Folha de São Paulo – O prazer de derrubar grades

 

GILBERTO DIMENSTEIN

Educada por freiras do colégio Sion, em São Paulo, filha de pais que lhe impunham severas condições para freqüentar festas, Ana Elisa Siqueira sempre foi bem-comportada. Até passar a dirigir uma escola pública: começou a arrancar grades, a derrubar paredes das salas, a subverter a rotina de professores e a se misturar a alunos que não gostavam de estudar. A transgressão fez com que a escola da qual é diretora fosse apresentada no Fórum Mundial da Educação, no domingo passado, como um laboratório pedagógico.
Há sete anos, Ana Elisa assumiu a direção da Escola Municipal Desembargador Amorin Lima, numa rua sem saída do Butantã.

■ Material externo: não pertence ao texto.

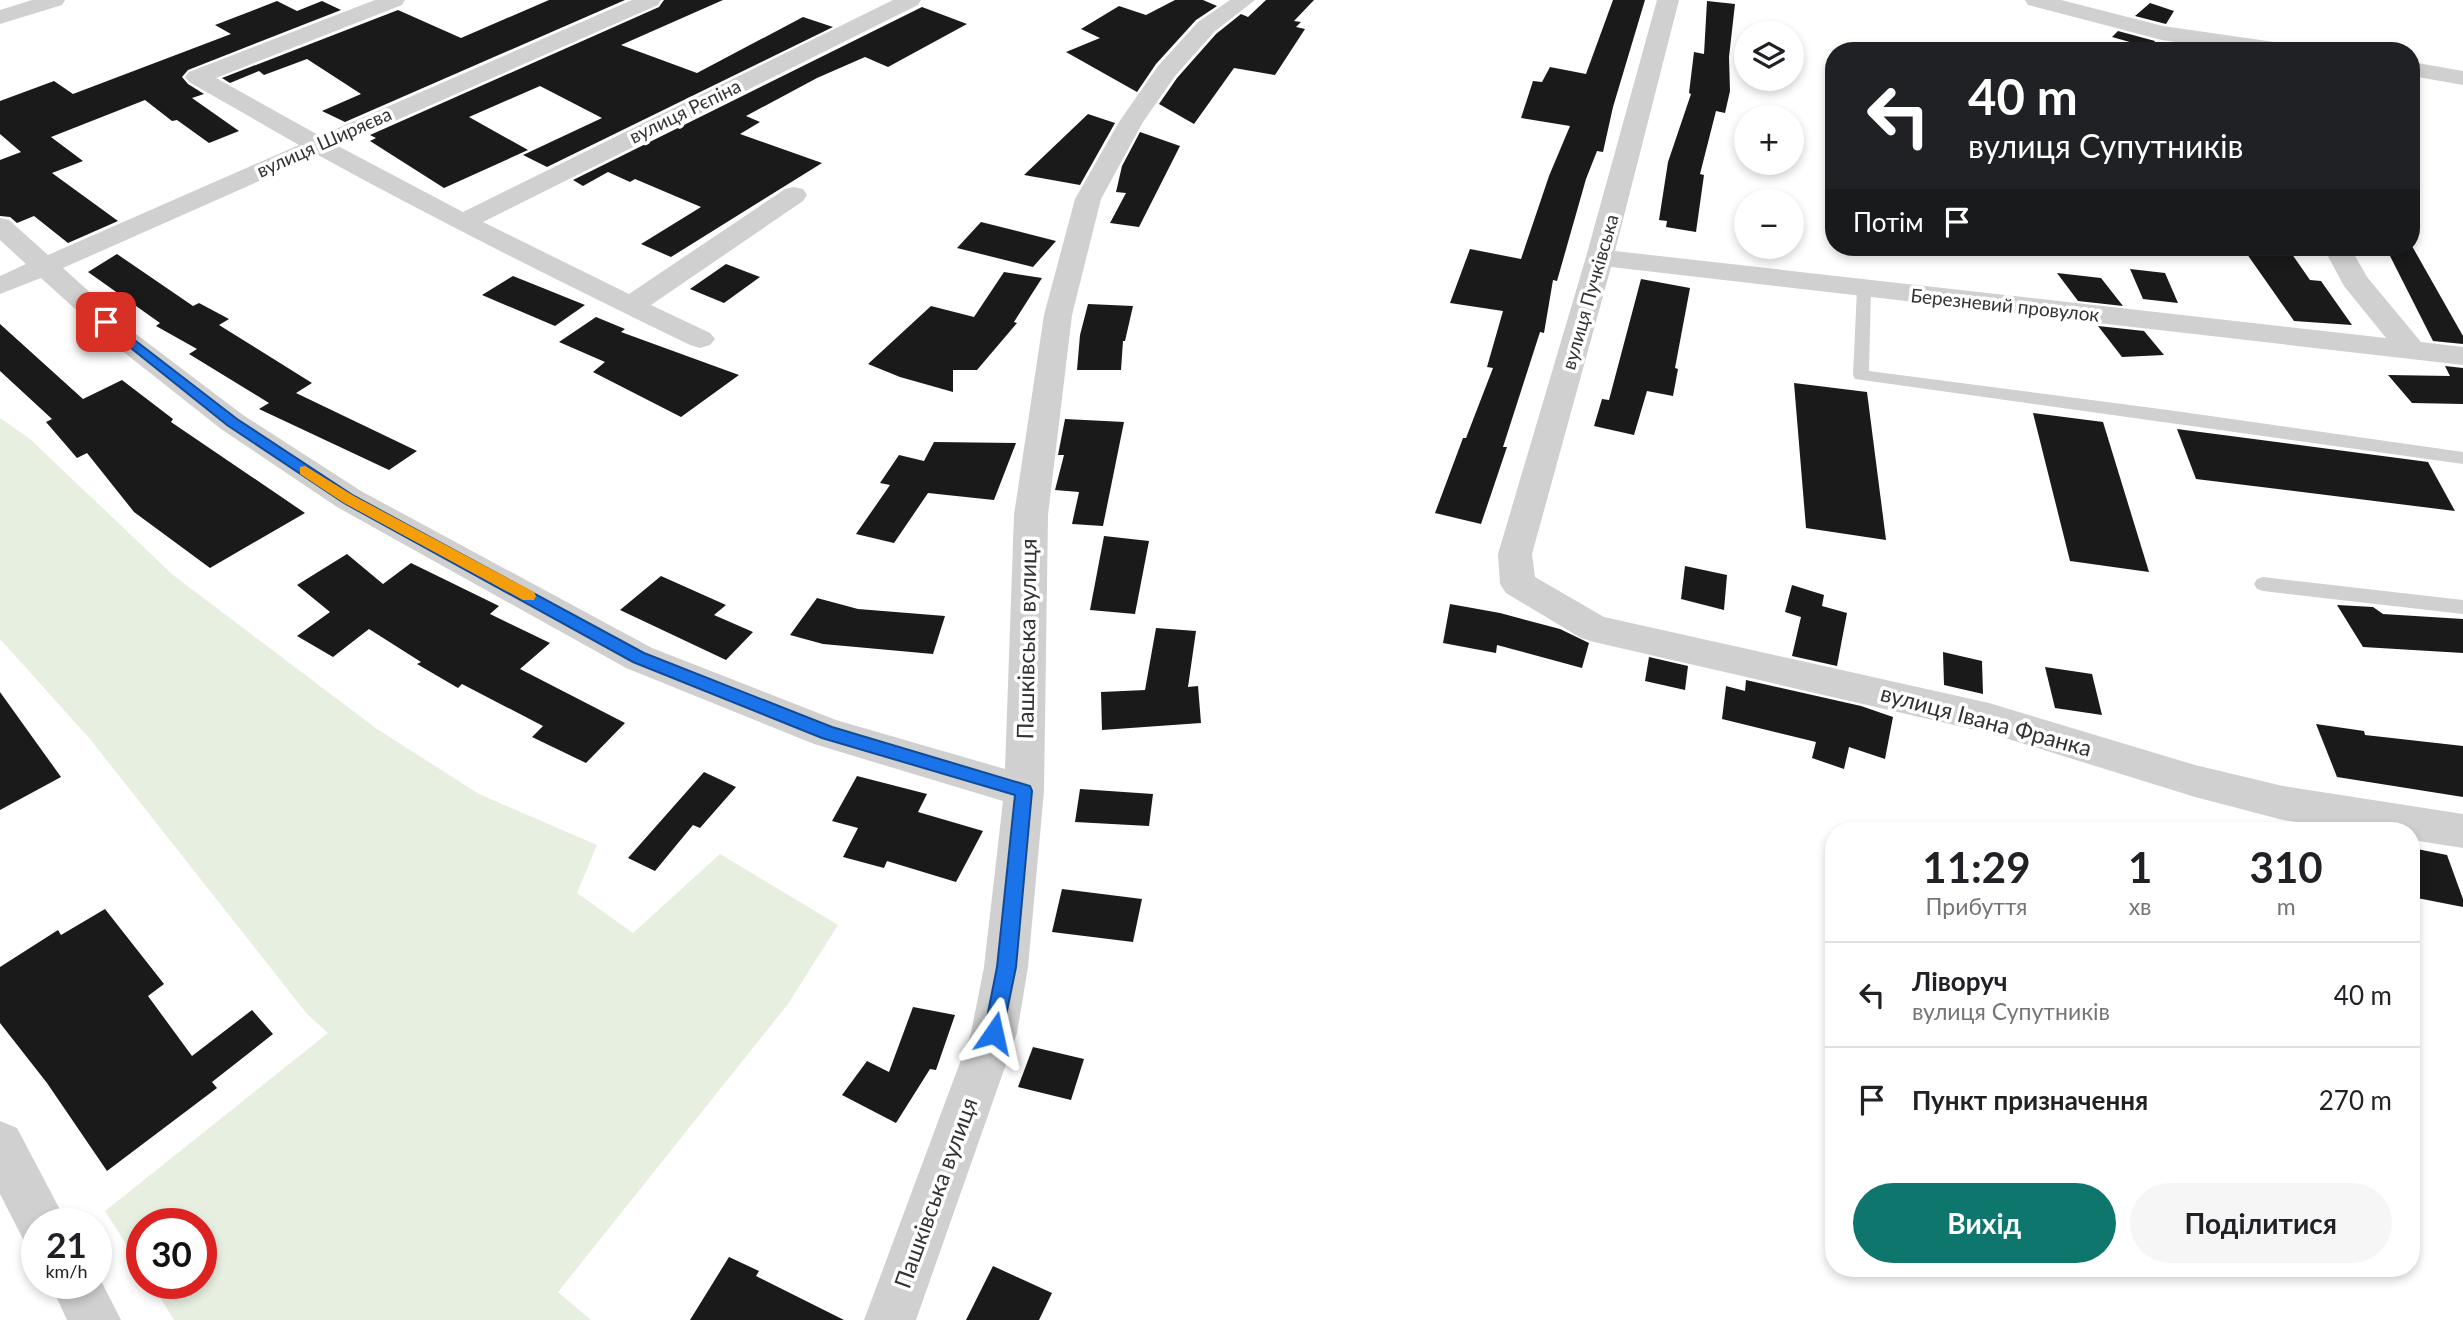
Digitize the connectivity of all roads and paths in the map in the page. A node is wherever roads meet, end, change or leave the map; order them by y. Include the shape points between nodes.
1 (54, 0) edge
2 (394, 0) edge
3 (650, 0) edge
4 (911, 0) edge
5 (1244, 0) edge
6 (1668, 0) edge
7 (2036, 0) edge
8 (0, 18) edge
9 (2168, 42) edge
10 (2420, 70) edge
11 (2463, 78) edge
12 (315, 146) junction
13 (794, 195) dead end
14 (461, 223) junction
15 (0, 226) edge
16 (2342, 256) edge
17 (1600, 257) junction
18 (44, 265) junction
19 (0, 286) edge
20 (1864, 289) junction
21 (630, 306) junction
22 (700, 339) dead end
23 (2410, 349) junction
24 (2463, 356) edge
25 (2463, 458) edge
26 (1518, 584) joint
27 (2263, 584) dead end
28 (2463, 607) edge
29 (1024, 791) junction
30 (2405, 822) edge
31 (2420, 824) edge
32 (2463, 831) edge
33 (0, 1145) edge
34 (35, 1208) edge
35 (84, 1299) edge
36 (95, 1320) edge
37 (890, 1320) edge

1 - 8 street
2 - 12 street via 197,77
3 - 12 street, вулиця Ширяєва
4 - 14 street, вулиця Рєпіна
5 - 29 street, Пашківська вулиця via 1206,27 1166,71 1088,199 1058,315 1031,516
6 - 17 street, вулиця Пучківська
7 - 9 street
10 - 11 street
12 - 14 street
12 - 18 street, вулиця Ширяєва
13 - 21 street
14 - 21 street
15 - 18 street
16 - 23 street via 2354,280
17 - 20 street, Березневий провулок
17 - 26 street, вулиця Пучківська via 1515,554
18 - 19 street, вулиця Ширяєва
18 - 29 street via 126,340 232,422 349,499 639,657 828,733
20 - 23 street, Березневий провулок
20 - 25 lane via 1861,375
21 - 22 street
23 - 24 street, Березневий провулок
26 - 30 street, вулиця Івана Франка via 1594,628 1989,718 2283,803
27 - 28 lane
29 - 37 street, Пашківська вулиця via 1006,967 994,1033
31 - 32 street, вулиця Івана Франка
33 - 34 street
35 - 36 street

A diferença se vê logo na entrada do prédio: um acolhedor jardim e paredes decoradas com painéis de mosaico feitos pelos alunos. “Ninguém aprende num lugar triste e desinteressante.” Seu primeiro gesto foi arrancar as grades de ferro. “Os alunos se sentiam presos.” Para levar seu projeto adiante, Ana Elisa teve uma vantagem: como a escola fica no Butantã, muitos de seus estudantes são filhos de professores da USP. A comissão de pais tornou-se uma peça fundamental na gestão e estimulou o gosto da diretora pela experimentação.
Depois, era derrubar as grades curriculares. Desde 2003, assessorada pela psicóloga Rosely Sayão -especialista em novas relações de aprendizagem professor/aluno-, introduziu aulas de capoeira, dança, educação ambiental e teatro conectadas às aulas de ciências, história, geografia e língua portuguesa. Sugeriu, então, que os alunos formassem grupos de cinco e circulassem em vários espaços, sempre pesquisando juntos. “O papel do professor é ensinar a pesquisar.” Fez que os professores derrubassem as suas próprias grades.
Para ter essa circulação, ela resolveu literalmente pôr abaixo as paredes. No lugar das apertadas salas com cadeiras enfileiradas diante da lousa, surgiram salões imensos, onde dezenas de grupos trabalham ao mesmo tempo sobre diferentes assuntos, orientados por diferentes professores.
Sem saber, porém, Ana Elisa estava criando uma bomba. Os alunos submetidos ao novo sistema exibem melhor aproveitamento, mais curiosidade e mais responsabilidade. Suas salas são mais conservadas, o corredor é mais limpo. Os demais, confinados às salas antigas, com matérias e professores tradicionais, estão revoltados a tal ponto que há diferentes horários de recreio. “Espero que no próximo ano todos estejam no mesmo sistema.” Seu projeto é aproveitar as férias de fim de ano para derrubar mais paredes. “Quanto menos grades, mais prazer na escola.”